Foto: Kirk Willis
Los zapatos sirven para amortiguar el dolor de los pies que andan largos trayectos, para patear piedras mientras cavilamos sin que alguno de nuestros dedos corra peligro, para adornar la vanidad con elegancia y para protegernos de los aguijones de abejas que yacen en los jardines. También sirven para que las plantas no se derritan cuando hace mucho calor, para no ensuciarse con el lodo que otros han dejado y para pisar fuerte sin tanta desidia.
Los zapatos son útiles, sobre todo, para ejercer la memoria; nos acompañan a todos lados y son los verdaderos testigos de nuestra continuidad. Incluso nos inyectan la energía necesaria cuando nos quedan pocas fuerzas para seguir avanzando. Cada par tiene su historia y recorre caminos distintos. Algunos se han manifestado en movimientos políticos y otros son cómplices de nuestros enamoramientos —además son lo suficientemente prudentes para darnos espacio en la intimidad. Hay algunos que nos sostienen durante la espera de interminables filas burocráticas y otros durante aquellas que conducen a las metamorfosis más urgentes. Hay unos que conocen la nieve, que se han perdido en la selva, que han cruzado ríos abundantes o han pasado sobre sustancias insólitas, por experimentar, por aventureros o porque no temen vivir cosas distintas, pues saben que tomar riesgos es parte de esa inagotable búsqueda de aquello que llaman felicidad. Hay otros más conservadores que sólo asisten a eventos exquisitos, que buscan rodearse de quienes consideran dignos de su compañía o con quienes comparten similitudes específicas. Algunos zapatos se enamoran y otros huyen del pasado. Unos evitan ser pisoteados y otros bailan hasta el amanecer, para expresar su libertad o rebelarse contra el tiempo. Están también aquellos que corren para sentir las ráfagas de inercia sobre su piel de tela y otros que van sin rumbo fijo.
Su diversidad es infinita y las combinaciones, increíbles. Por eso cuando uno viaja se debate tanto entre cuáles debe empacar, pues en el fondo sabe que la experiencia, el último eslabón para que adquieran vida, se la dan nuestros pies.

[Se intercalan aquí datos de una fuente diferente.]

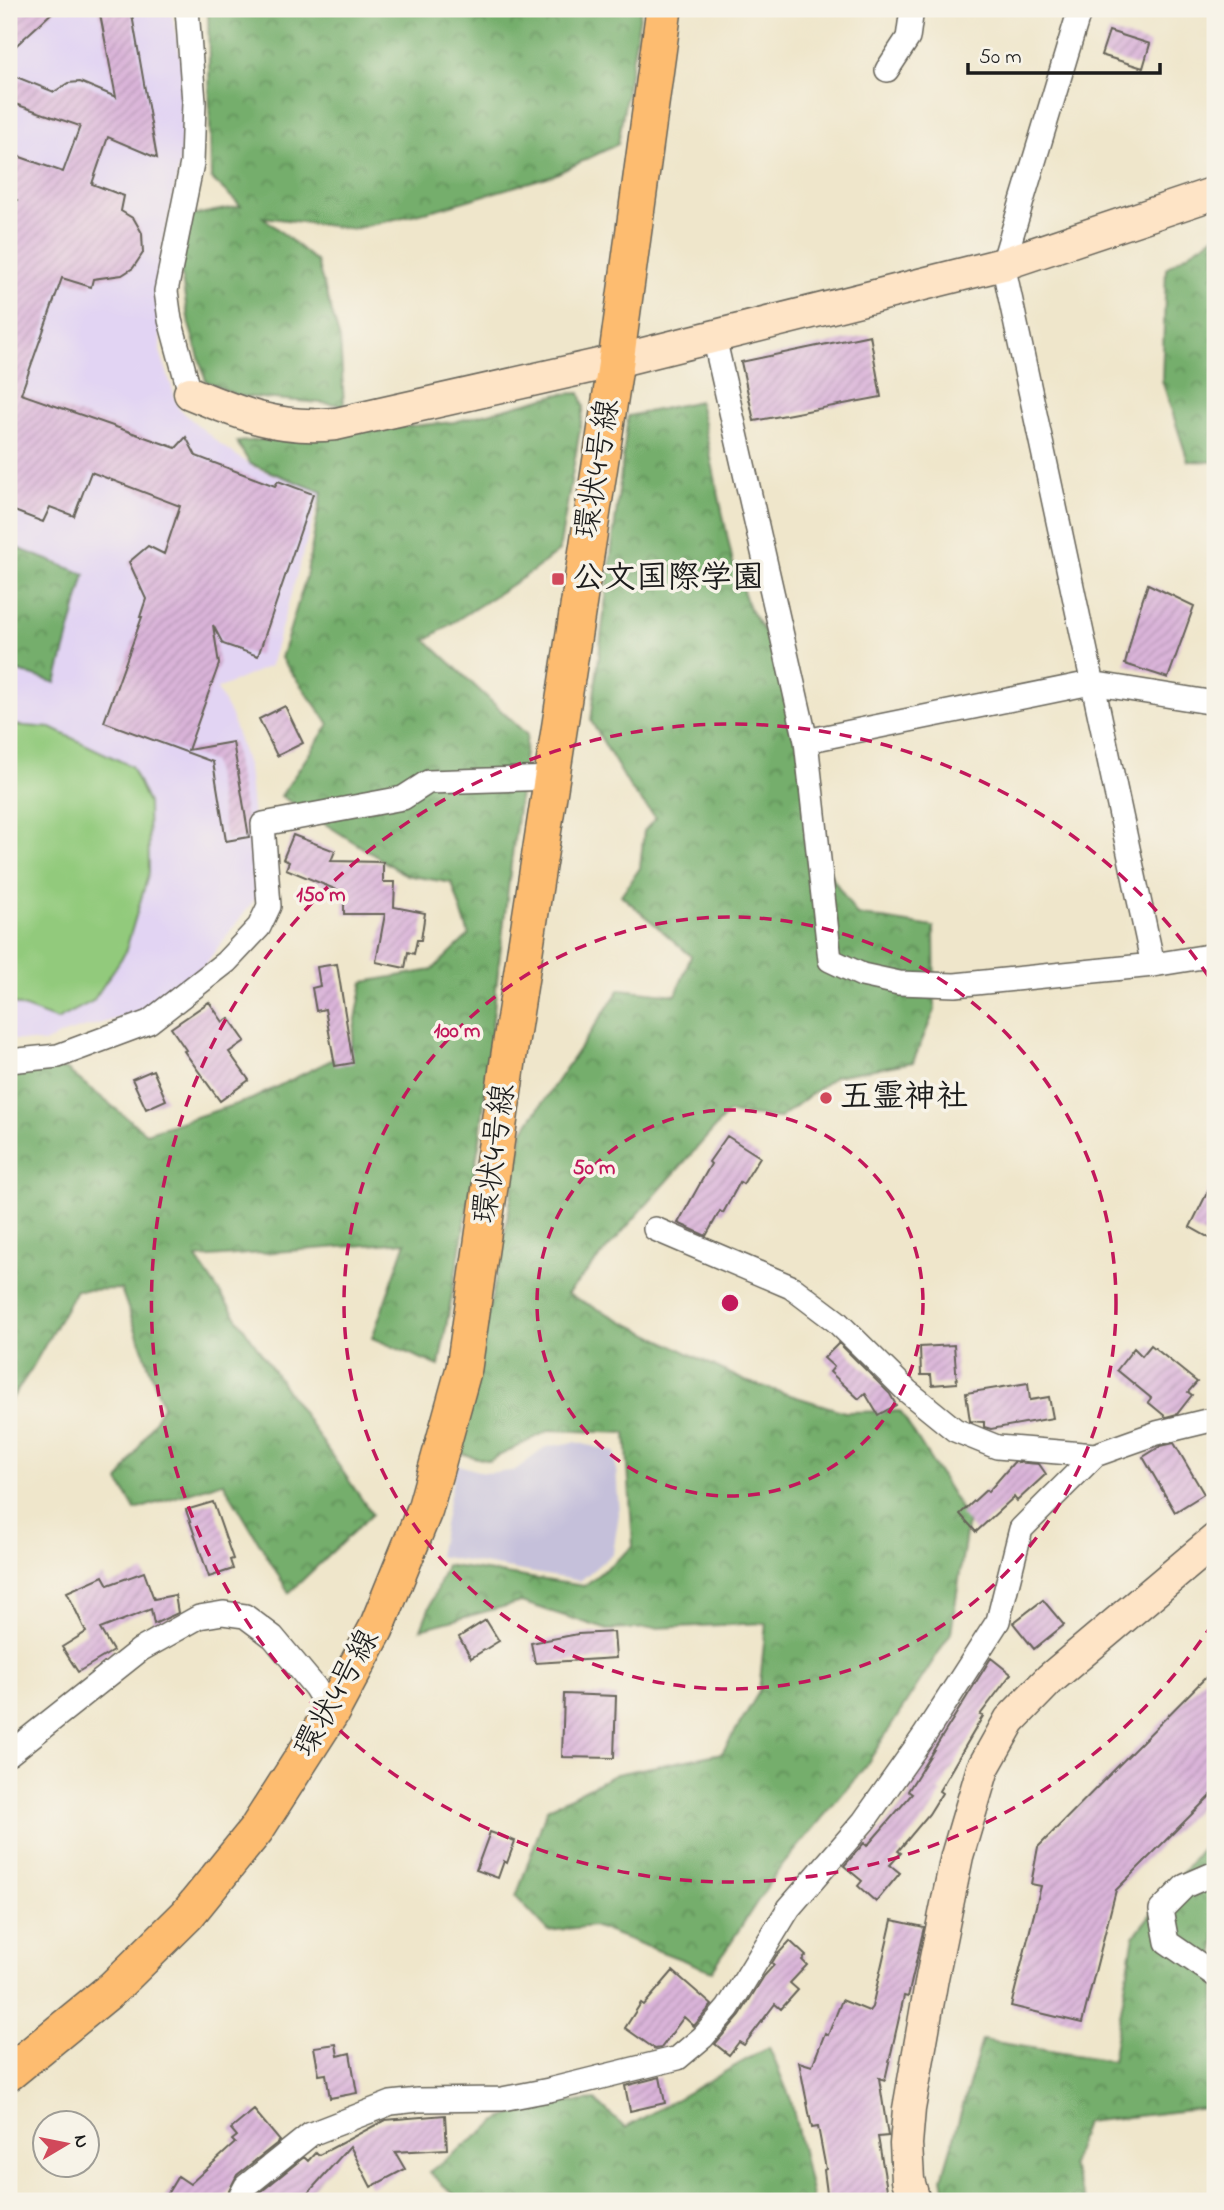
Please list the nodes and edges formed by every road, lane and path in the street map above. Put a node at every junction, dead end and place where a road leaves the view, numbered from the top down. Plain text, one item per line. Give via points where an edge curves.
1 (187, 9) edge
2 (664, 9) edge
3 (912, 9) edge
4 (1080, 9) edge
5 (887, 70) dead end
6 (1215, 193) edge
7 (1003, 264) junction
8 (713, 337) junction
9 (616, 362) junction
10 (190, 393) joint
11 (1091, 683) junction
12 (1215, 702) edge
13 (806, 741) junction
14 (552, 778) junction
15 (1215, 955) edge
16 (1153, 965) junction
17 (9, 1061) edge
18 (655, 1229) dead end
19 (1215, 1419) edge
20 (1095, 1455) junction
21 (1215, 1540) edge
22 (331, 1713) junction
23 (9, 1754) edge
24 (1215, 1873) edge
25 (1215, 1975) edge
26 (9, 2073) edge
27 (238, 2201) edge
28 (914, 2201) edge

1 - 10 street via 194,102 192,163 166,291
2 - 9 main road, 環状4号線
3 - 5 street via 908,38
4 - 7 street
6 - 7 street
7 - 8 street
7 - 11 street
8 - 9 street
8 - 13 street
9 - 10 street via 306,427 235,411
9 - 14 main road, 環状4号線
11 - 12 street
11 - 13 street
11 - 16 street
13 - 16 street via 830,960 862,975 899,983 955,985
14 - 17 street via 428,782 403,798 263,824 269,906 259,927 226,962 149,1022 58,1056
14 - 22 main road, 環状4号線 via 464,1368 425,1509 376,1629
15 - 16 street
18 - 20 street via 791,1287 836,1321 907,1391 955,1430 997,1447
19 - 20 street
20 - 27 street via 1021,1529 998,1621 864,1821 789,1908 728,2008 695,2044 678,2058 549,2090 502,2099 391,2103 311,2134 246,2186
21 - 28 street via 1050,1679 1010,1720 983,1768 957,1856 909,2109 906,2144
22 - 23 street via 273,1637 245,1616 223,1613 199,1617 140,1650
22 - 26 main road, 環状4号線 via 256,1830 187,1914 113,1988
24 - 25 street via 1185,1886 1161,1910 1167,1942

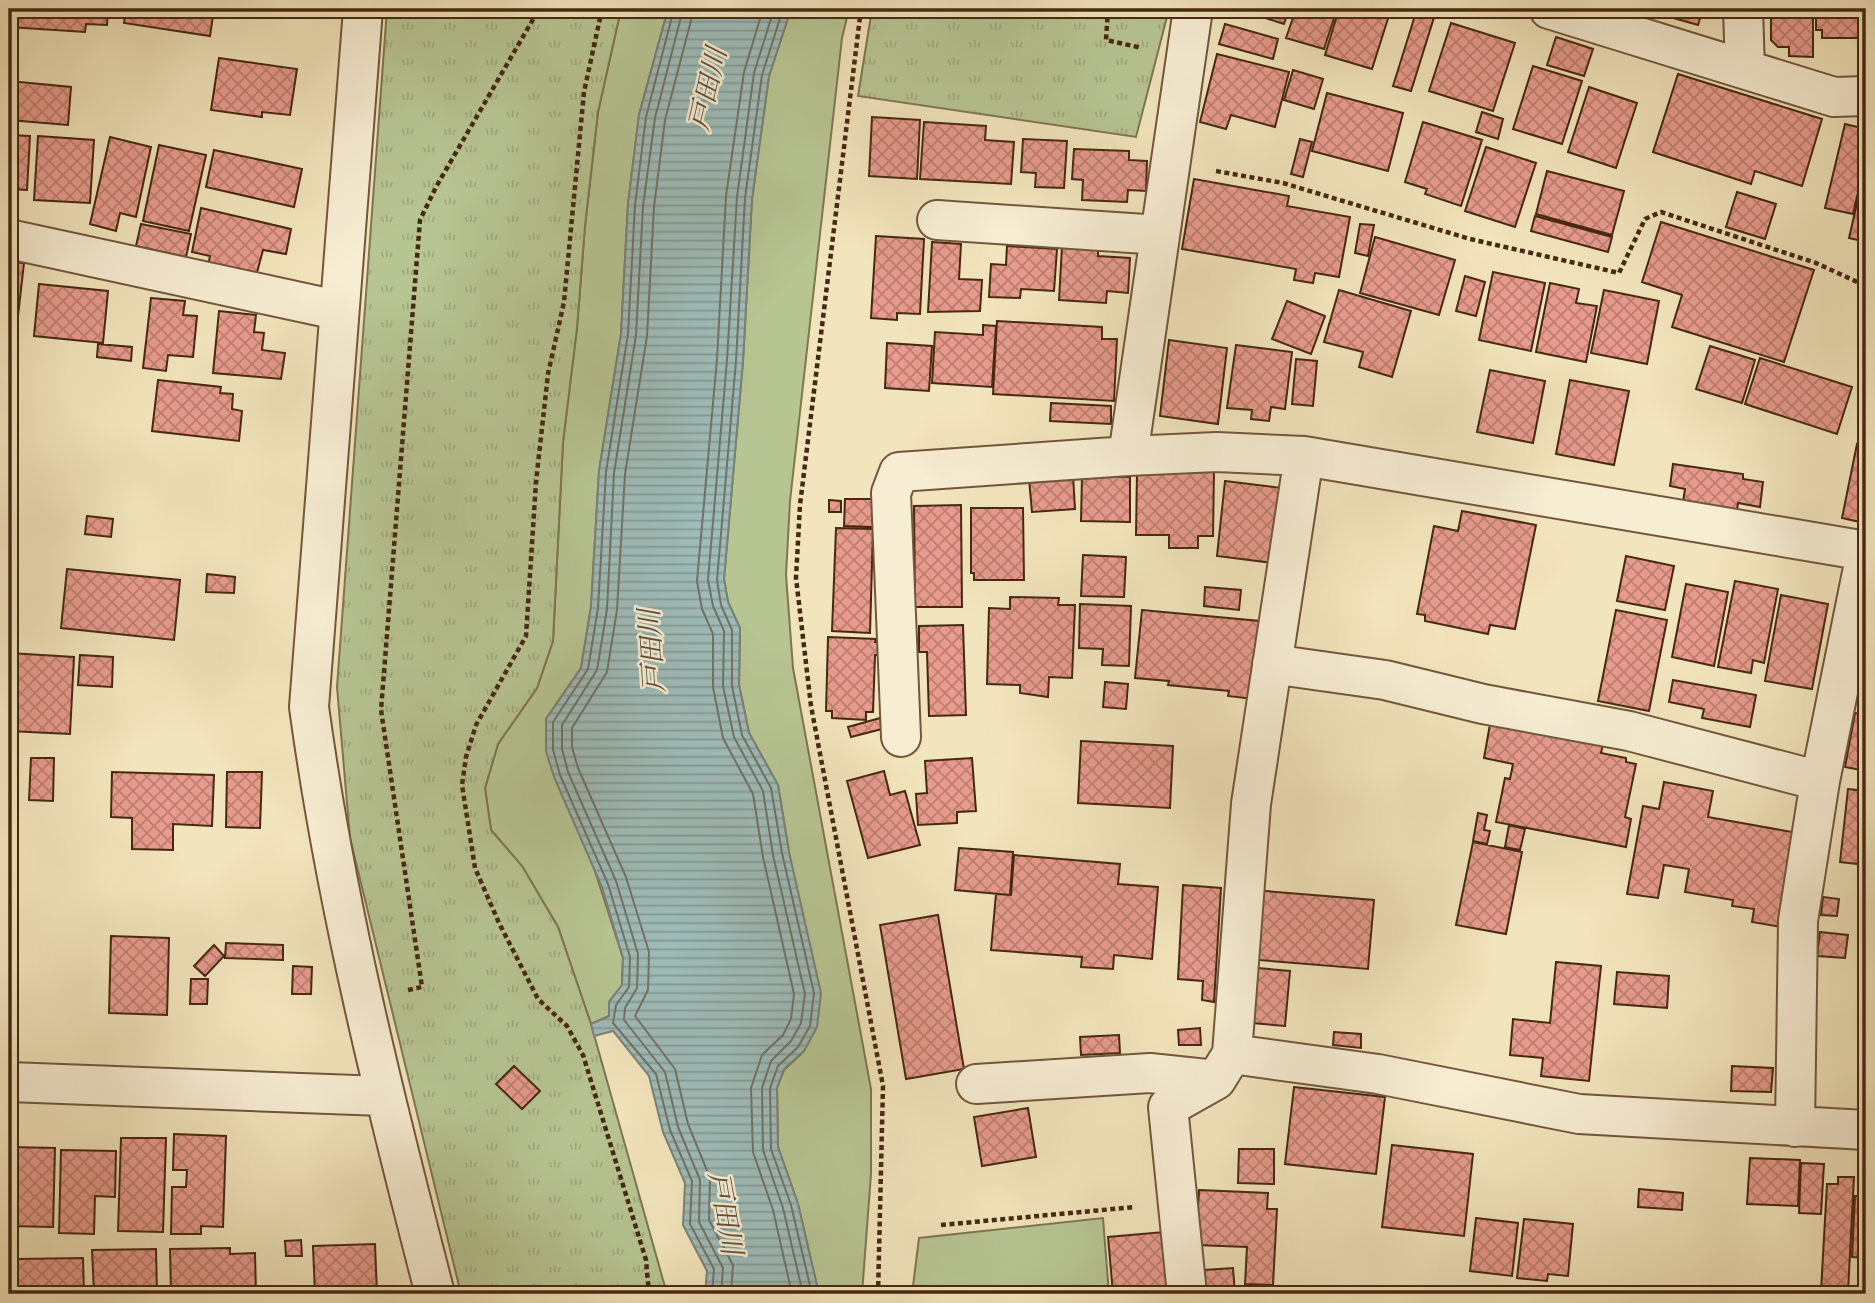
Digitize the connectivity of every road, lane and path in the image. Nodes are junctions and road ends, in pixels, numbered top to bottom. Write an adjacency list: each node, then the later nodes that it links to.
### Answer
1 (363, 9): 17 (street)
2 (539, 9): 24 (path)
3 (602, 9): 34 (path)
4 (861, 9): 35 (path)
5 (1108, 9): 9 (path)
6 (1193, 9): 9 (street)
7 (1549, 9): 10 (street)
8 (1743, 9): 10 (street)
9 (1186, 58): 12 (street)
10 (1745, 69): 11 (street)
11 (1866, 96)
12 (1170, 164): 14 (street); 16 (path)
13 (937, 220): 14 (street)
14 (1160, 235): 18 (street)
15 (9, 239): 17 (street)
16 (1866, 286)
17 (337, 310): 24 (street)
18 (1128, 456): 19 (street); 22 (street)
19 (1304, 456): 20 (street); 21 (street)
20 (1866, 552): 23 (street)
21 (1272, 664): 23 (street); 25 (street)
22 (901, 737)
23 (1820, 781): 29 (street)
24 (363, 999): 28 (street)
25 (1224, 1067): 27 (street); 29 (street); 31 (street)
26 (9, 1082): 28 (street)
27 (976, 1084)
28 (383, 1096): 33 (street)
29 (1795, 1126): 30 (street)
30 (1866, 1130)
31 (1178, 1204): 32 (path); 36 (street)
32 (941, 1225)
33 (435, 1294)
34 (649, 1294)
35 (878, 1294)
36 (1187, 1294)

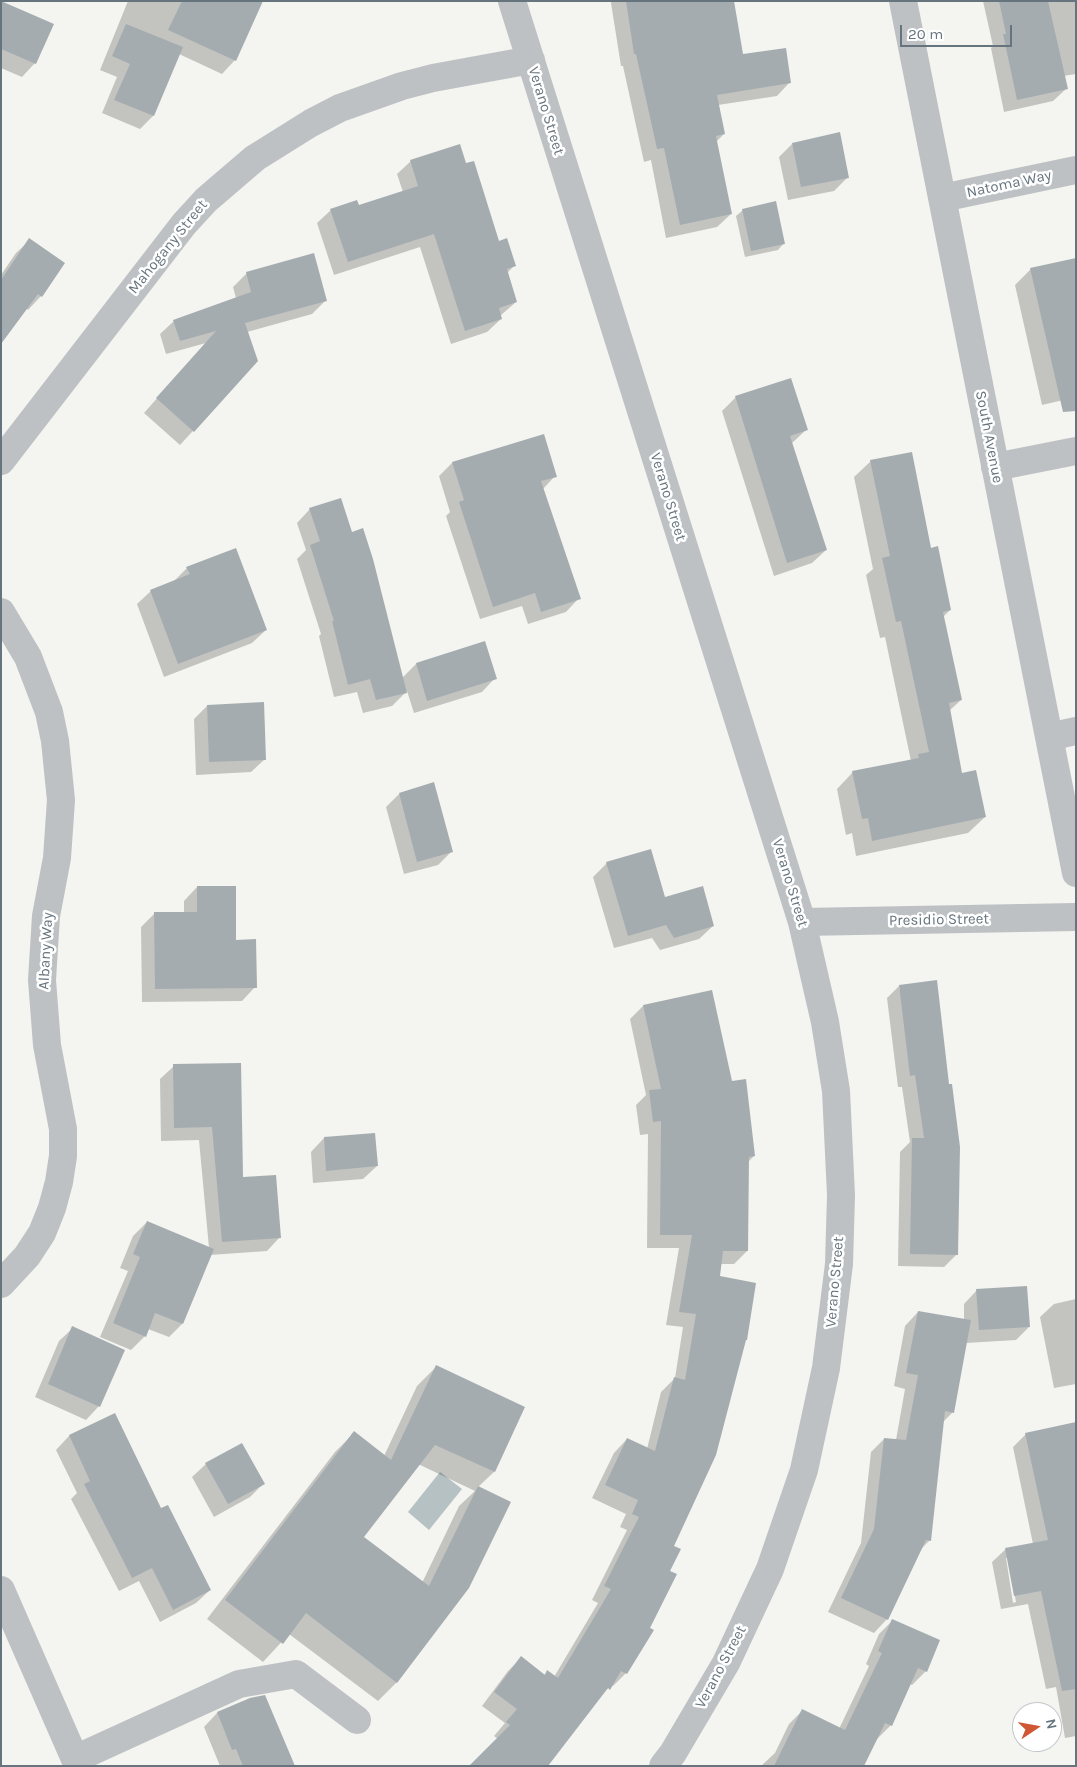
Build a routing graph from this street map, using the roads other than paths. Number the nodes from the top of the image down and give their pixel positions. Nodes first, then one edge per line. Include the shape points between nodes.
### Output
1 (512, 1) edge
2 (903, 1) edge
3 (530, 60) junction
4 (1076, 170) edge
5 (942, 198) junction
6 (1076, 450) edge
7 (1, 461) edge
8 (995, 467) junction
9 (1, 612) edge
10 (1076, 731) edge
11 (1049, 737) junction
12 (1076, 873) edge
13 (1076, 917) edge
14 (802, 922) junction
15 (1, 1284) edge
16 (1, 1590) edge
17 (357, 1720) dead end
18 (77, 1762) edge
19 (663, 1766) edge

1 - 3 street, Verano Street
2 - 5 street, South Avenue
3 - 7 street, Mahogany Street via 393,89 340,108 255,158 206,200 184,224
3 - 14 street, Verano Street
4 - 5 street, Natoma Way
5 - 8 street, South Avenue
6 - 8 street
8 - 11 street, South Avenue
9 - 15 street, Albany Way via 28,657 49,712 55,741 61,800 57,858 46,916 42,980 47,1045 63,1129 60,1182 52,1208 42,1233 27,1256
10 - 11 street
11 - 12 street, South Avenue
13 - 14 street, Presidio Street
14 - 19 street, Verano Street via 825,1022 836,1091 841,1205 839,1264 826,1368 804,1470 770,1569 726,1663
16 - 18 street
17 - 18 street via 296,1674 239,1684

Lo cierto es que todo calzado se cansa y después de un determinado número de viajes también muere. Cuando unos zapatos envejecen siento que me despido de una etapa, que se cierra un ciclo y le pongo punto final a un pequeño fragmento de mi biografía. Al ver que sus viejas costuras se debilitan y los agujeros en crecimiento me anuncian la inminencia del final, antes de tirarlos a la basura, les tomo una fotografía para nunca olvidar por dónde hemos ido y lo que hemos compartido.
Sin importar cuánto tiempo hayan durado y a fin de combatir la nostalgia que la despedida me produce, pienso que lo valioso no son ellos como objeto sino su semblanza; que a pesar de ya no estar conmigo no desaparecen, pues sus fotografías se suman a mi repertorio personal y me confirman que los recuerdos no caducan. Dicho de otro modo, la acumulación de las imágenes de mis zapatos constituye mi memoria y sólo a través de ella soy capaz de asumir mi presente.
Es cierto, por otra parte, que a veces las piernas no nos preguntan el rumbo y que la memoria es arbitraria, que no siempre repasa lo deseado. A veces es tan traicionera que revive a nuestros fantasmas en situaciones disfrutables y nos despierta de madrugada traduciéndose en angustia. La memoria es una gran caja a la que siempre parece sobrarle espacio para almacenar nuevas cosas, remembranzas que en menos de un instante justifican o lastiman toda una existencia, enseres que producen la eterna melancolía de lo ya transcurrido y las culpas más elocuentes, los pinceles que dibujan las cicatrices más profundas. La memoria, sin embargo, también atesora anécdotas divertidas y produce muecas espontáneas, nos hace sonreír cuando aquello que se evoca es natural o verdadero, y es tan indispensable como el cable que lleva oxígeno a nuestro cerebro. Es una indescifrable locomotora que arrastra los vagones del tiempo y, en resumen, un mapa de los caminos por donde nuestros pies nos han llevado, los vestigios de nuestras huellas, el resumen de lo que somos.
Ahora que empaco y he de elegir con qué zapatos continuar este largo viaje, he decidido no llevar ningunos. Tomaré las fotografías de todos aquellos que he usado a lo largo de mi vida y, sin temerle al retroceso o a pisar el suelo con las plantas desnudas, las uniré con una liga y las guardaré en mi maleta. Empacaré mi memoria.